Anyway they’ve told Rudolph (Bultmann): “Either you come through the Pearly Gates or its the ultimate punishment. We break all the rules and send you back..... as a liberal theologian”.

But what about all the gnomes and dwarves and fairies. We’ve heard very little of them lately. Why?

“Quite simple. The modern employment return forms are incomprehensible - categories like “horizontally challenged”, “transgendered”, “ethnicity quotienting”. I just file them with my clergy self assessment form in the environmentally friendly recycling skip.”

We talked about one Rudolph just now. What’s happened to the most famous Rudolph - the red nosed reindeer?

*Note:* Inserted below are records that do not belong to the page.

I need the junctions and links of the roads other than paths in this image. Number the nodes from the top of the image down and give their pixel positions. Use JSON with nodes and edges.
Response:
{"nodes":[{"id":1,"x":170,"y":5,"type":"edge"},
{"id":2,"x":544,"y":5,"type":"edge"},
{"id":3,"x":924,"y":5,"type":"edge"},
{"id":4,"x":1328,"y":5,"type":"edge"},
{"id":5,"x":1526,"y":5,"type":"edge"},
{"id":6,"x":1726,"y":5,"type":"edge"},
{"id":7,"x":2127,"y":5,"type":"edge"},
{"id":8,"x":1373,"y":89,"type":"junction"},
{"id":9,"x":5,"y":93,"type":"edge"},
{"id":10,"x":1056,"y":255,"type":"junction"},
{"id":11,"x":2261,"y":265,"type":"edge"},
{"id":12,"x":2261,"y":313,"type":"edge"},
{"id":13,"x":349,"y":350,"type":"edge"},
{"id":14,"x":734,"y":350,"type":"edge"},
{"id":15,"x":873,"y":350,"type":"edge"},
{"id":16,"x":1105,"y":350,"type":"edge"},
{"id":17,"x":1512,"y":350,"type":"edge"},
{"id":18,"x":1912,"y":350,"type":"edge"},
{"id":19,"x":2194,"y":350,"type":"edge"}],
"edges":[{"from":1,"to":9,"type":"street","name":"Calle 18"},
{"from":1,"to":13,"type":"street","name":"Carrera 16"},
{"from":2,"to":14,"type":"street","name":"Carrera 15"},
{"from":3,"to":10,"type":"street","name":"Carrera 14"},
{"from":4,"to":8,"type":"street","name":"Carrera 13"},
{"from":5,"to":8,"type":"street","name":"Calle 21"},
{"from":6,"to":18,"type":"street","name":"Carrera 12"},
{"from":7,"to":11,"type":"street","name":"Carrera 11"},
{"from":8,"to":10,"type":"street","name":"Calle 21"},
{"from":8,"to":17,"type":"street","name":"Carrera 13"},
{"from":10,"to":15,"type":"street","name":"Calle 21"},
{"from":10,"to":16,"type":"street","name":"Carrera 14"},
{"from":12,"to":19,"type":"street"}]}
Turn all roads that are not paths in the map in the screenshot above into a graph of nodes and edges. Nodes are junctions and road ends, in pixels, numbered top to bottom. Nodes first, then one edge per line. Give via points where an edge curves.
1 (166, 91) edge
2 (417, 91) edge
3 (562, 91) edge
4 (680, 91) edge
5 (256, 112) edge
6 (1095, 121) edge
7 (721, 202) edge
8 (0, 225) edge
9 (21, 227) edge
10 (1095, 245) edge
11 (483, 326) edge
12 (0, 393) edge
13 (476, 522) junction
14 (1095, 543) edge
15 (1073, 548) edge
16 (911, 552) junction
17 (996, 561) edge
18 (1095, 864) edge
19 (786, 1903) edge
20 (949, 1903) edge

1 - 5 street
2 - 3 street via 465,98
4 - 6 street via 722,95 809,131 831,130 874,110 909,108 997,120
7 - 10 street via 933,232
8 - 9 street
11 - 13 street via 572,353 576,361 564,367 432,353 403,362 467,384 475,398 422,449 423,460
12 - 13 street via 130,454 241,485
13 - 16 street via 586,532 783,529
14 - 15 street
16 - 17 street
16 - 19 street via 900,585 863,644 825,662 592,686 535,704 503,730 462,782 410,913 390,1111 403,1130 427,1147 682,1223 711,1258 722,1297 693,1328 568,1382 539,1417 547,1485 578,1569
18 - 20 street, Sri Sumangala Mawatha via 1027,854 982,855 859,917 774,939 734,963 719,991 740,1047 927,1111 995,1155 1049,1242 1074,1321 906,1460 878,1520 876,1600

“Well after that most embarrassing publicity, Rudolph has completely reformed and been in sobriety for many years now. In fact he is a founder member of Antlers Anonymous. He is, in every sense, back on the wagon!”

Have you noticed many changes in the last fifty years in the homes you visit in Britain?

“Not half. Getting down the chimney was hard work but most places now expect you to appear, as if by capillary action, through the central heating pipes.

Most people are vastly better off and, far from being satisfied, their list of wants have become monumental. Children used to hang a stocking - then it became a pillowcase - now, in some houses, its a duvet cover. I’ve always been a stocking man myself.

And also people are less courteous and generous. Very few houses leave the traditional glass of sherry for me and carrot for the reindeer any more.”

(I discover that Croft Original is a most welcome on the spot tipple or, as a takeaway for later, a bottle of Newcastle Brown helps ballast the fast emptying sleigh and goes down well with the lads at the grotto afterwards.)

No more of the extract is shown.